The week they’d moved in, Sam’s mom had bought a basketball stand for the driveway. Last summer, he and Joey had done a lot of one-on-ones and hung out at each other’s houses, watching movies, playing computer games, roller-blading.

Joey never saw Sam’s deformity as untouchable. In fact, the first time they met, Joe had given Sam’s hand its highest praise ever with his cool “suhweet.”

This last month, though, Joey acted squirmy whenever Sam suggested they do stuff together. When he called Joey’s house, Sam often heard other guys in the background. Twice he’d recognized Cody Huller’s voice. Cody with earrings, nose-ring and orange, half-shaved hair. What Joey saw in Cody was beyond Sam.

Joey said, “After school me’n the guys are hanging on Main.”

The guys. Did he mean Huller? Sam hitched a careless shoulder. “Sure, whatever.”

“Gotta go,” Joey said. “Later, okay?”

“Yeah.” Sam watched his friend push through the doors, toward the warm afternoon sunshine. “Later.”

Walking to class, Sam knew something had changed between them. He couldn’t name it, couldn’t describe it. Joey still looked like Joey, still walked like Joey, still talked like Joey. But there was a difference.

Like Sam was a big waste of time to his friend.

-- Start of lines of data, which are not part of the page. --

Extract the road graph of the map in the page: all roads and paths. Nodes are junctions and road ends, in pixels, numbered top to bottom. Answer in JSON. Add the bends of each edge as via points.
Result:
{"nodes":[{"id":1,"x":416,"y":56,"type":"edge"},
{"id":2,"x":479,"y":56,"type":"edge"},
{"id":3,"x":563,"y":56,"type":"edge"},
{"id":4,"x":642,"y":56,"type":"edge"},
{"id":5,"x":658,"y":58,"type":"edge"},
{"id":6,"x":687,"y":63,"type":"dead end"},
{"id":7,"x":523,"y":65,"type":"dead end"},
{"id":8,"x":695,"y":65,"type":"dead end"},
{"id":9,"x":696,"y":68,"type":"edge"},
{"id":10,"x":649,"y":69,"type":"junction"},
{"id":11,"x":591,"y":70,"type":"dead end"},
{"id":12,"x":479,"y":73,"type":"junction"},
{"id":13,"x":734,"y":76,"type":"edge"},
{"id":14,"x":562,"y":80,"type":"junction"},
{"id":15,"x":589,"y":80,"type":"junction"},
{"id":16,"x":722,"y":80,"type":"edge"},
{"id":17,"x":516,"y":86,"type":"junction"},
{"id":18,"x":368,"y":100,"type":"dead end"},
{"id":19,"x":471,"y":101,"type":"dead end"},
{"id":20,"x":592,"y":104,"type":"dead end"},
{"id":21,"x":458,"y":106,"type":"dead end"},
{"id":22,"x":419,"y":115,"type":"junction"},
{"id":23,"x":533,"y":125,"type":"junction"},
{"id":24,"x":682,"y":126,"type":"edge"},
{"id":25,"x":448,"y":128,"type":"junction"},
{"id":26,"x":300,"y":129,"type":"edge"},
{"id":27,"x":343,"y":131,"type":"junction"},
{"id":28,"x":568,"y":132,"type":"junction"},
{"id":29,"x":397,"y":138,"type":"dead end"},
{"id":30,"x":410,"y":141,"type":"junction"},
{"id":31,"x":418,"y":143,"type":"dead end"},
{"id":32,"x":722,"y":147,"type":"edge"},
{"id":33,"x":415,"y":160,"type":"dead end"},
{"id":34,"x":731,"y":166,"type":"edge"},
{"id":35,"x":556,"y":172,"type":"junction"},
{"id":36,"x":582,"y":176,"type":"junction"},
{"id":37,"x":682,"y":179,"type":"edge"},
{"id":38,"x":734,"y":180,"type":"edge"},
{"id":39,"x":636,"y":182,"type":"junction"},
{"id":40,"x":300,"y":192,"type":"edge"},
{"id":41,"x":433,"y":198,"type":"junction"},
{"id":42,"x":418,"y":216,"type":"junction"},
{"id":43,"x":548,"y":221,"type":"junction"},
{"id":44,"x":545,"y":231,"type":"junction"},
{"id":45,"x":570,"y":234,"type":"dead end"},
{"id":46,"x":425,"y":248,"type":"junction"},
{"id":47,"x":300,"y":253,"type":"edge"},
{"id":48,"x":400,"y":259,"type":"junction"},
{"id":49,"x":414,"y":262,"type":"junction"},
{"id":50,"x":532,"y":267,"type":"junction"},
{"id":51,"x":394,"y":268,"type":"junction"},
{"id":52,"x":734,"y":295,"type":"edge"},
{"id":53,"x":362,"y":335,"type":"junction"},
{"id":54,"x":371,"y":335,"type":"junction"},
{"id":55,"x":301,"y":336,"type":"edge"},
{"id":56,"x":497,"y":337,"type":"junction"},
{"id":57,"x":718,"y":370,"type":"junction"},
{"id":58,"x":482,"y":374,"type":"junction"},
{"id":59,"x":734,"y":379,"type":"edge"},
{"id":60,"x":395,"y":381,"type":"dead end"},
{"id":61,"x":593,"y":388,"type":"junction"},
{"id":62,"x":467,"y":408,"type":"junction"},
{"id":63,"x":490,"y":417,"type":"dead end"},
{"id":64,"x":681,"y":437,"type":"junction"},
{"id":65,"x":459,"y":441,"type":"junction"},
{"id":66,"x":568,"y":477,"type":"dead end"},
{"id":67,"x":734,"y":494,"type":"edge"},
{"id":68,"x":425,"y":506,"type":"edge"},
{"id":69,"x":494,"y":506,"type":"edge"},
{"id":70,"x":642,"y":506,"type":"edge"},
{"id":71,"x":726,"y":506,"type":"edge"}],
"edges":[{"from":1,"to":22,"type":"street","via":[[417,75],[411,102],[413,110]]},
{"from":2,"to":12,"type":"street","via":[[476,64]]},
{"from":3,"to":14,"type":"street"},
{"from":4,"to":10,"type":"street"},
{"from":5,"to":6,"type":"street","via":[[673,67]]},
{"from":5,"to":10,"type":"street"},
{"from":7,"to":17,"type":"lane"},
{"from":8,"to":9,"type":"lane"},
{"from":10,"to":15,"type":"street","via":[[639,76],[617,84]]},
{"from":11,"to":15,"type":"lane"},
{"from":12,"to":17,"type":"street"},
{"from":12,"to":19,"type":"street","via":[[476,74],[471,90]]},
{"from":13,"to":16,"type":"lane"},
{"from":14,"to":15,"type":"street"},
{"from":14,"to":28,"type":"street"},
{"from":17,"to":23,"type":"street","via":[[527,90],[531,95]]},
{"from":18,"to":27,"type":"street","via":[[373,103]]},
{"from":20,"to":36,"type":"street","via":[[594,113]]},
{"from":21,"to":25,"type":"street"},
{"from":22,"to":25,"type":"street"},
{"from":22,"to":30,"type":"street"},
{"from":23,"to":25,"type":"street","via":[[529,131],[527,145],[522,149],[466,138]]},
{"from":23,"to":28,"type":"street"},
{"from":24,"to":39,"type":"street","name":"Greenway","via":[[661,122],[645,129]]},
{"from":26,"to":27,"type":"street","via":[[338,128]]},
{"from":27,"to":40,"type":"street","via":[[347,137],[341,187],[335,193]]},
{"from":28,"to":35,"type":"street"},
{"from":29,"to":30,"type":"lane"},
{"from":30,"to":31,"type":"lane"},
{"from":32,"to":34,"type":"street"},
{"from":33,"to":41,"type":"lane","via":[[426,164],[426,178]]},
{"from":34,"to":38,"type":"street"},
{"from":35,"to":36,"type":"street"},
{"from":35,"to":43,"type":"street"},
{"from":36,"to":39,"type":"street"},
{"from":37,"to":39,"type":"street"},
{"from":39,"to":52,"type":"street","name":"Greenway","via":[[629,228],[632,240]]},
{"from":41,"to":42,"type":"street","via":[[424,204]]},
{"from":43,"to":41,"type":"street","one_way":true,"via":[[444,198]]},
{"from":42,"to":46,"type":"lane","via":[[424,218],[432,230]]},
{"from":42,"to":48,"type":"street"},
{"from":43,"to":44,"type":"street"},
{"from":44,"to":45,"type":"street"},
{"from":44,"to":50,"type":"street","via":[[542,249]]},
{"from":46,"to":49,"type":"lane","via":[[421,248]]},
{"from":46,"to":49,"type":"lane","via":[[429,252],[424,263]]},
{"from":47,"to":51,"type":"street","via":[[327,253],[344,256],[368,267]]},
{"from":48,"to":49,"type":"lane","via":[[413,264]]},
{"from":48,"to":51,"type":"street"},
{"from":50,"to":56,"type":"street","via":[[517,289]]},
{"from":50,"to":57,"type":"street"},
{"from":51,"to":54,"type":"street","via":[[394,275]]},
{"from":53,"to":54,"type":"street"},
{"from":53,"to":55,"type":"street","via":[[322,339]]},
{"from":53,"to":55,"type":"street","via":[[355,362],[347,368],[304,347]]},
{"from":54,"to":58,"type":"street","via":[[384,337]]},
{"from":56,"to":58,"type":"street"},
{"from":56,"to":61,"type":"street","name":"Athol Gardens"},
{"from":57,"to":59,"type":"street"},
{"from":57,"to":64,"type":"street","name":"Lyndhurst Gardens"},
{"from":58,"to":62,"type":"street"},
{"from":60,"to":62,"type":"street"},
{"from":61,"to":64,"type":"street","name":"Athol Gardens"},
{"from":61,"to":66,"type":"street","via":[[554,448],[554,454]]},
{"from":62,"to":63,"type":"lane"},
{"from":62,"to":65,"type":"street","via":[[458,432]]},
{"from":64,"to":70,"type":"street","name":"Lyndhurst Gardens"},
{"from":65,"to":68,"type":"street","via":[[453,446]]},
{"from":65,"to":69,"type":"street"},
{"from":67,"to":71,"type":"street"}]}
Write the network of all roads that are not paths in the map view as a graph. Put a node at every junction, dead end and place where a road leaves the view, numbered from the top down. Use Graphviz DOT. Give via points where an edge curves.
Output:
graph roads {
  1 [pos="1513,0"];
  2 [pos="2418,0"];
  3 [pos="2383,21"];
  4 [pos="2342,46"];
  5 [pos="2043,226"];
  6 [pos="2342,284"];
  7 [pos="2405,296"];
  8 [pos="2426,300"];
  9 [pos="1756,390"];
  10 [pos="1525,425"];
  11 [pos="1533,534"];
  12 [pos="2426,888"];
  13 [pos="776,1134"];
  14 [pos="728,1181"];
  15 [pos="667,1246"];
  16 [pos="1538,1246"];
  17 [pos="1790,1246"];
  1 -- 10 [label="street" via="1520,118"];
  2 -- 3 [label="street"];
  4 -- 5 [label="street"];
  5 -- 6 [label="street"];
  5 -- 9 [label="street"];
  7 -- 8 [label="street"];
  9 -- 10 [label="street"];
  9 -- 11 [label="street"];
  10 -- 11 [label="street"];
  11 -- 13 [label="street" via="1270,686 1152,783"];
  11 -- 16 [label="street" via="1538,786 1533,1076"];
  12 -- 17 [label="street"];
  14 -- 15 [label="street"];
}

The cranky sputter of a lawnmower unwilling to catch grated on Jon. Tossing the crowbar he’d been using to rip apart the front veranda steps this particular Saturday morning, he considered his options. He could walk into Rianne’s yard and see about the problem, or he could jam in a pair of earplugs and pretend she didn’t exist.

Neither option appealed to his good sense.

But then, good sense had taken a hundred-year hike, so what the hell?

Scowling, he yanked off his battered leather gloves, shoved them into his right hip pocket and headed once more into her backyard. Four days and this would be his third visit. Soon, they’d be attached at the hip.

Was that as good as attracted to her hip—among other things? He scowled harder. “You’re depraved, Tucker.”

Adjusting the brim of his Seahawks cap over his brow, he rounded her road-weary car.

She was in pink cutoffs, bent over the machine.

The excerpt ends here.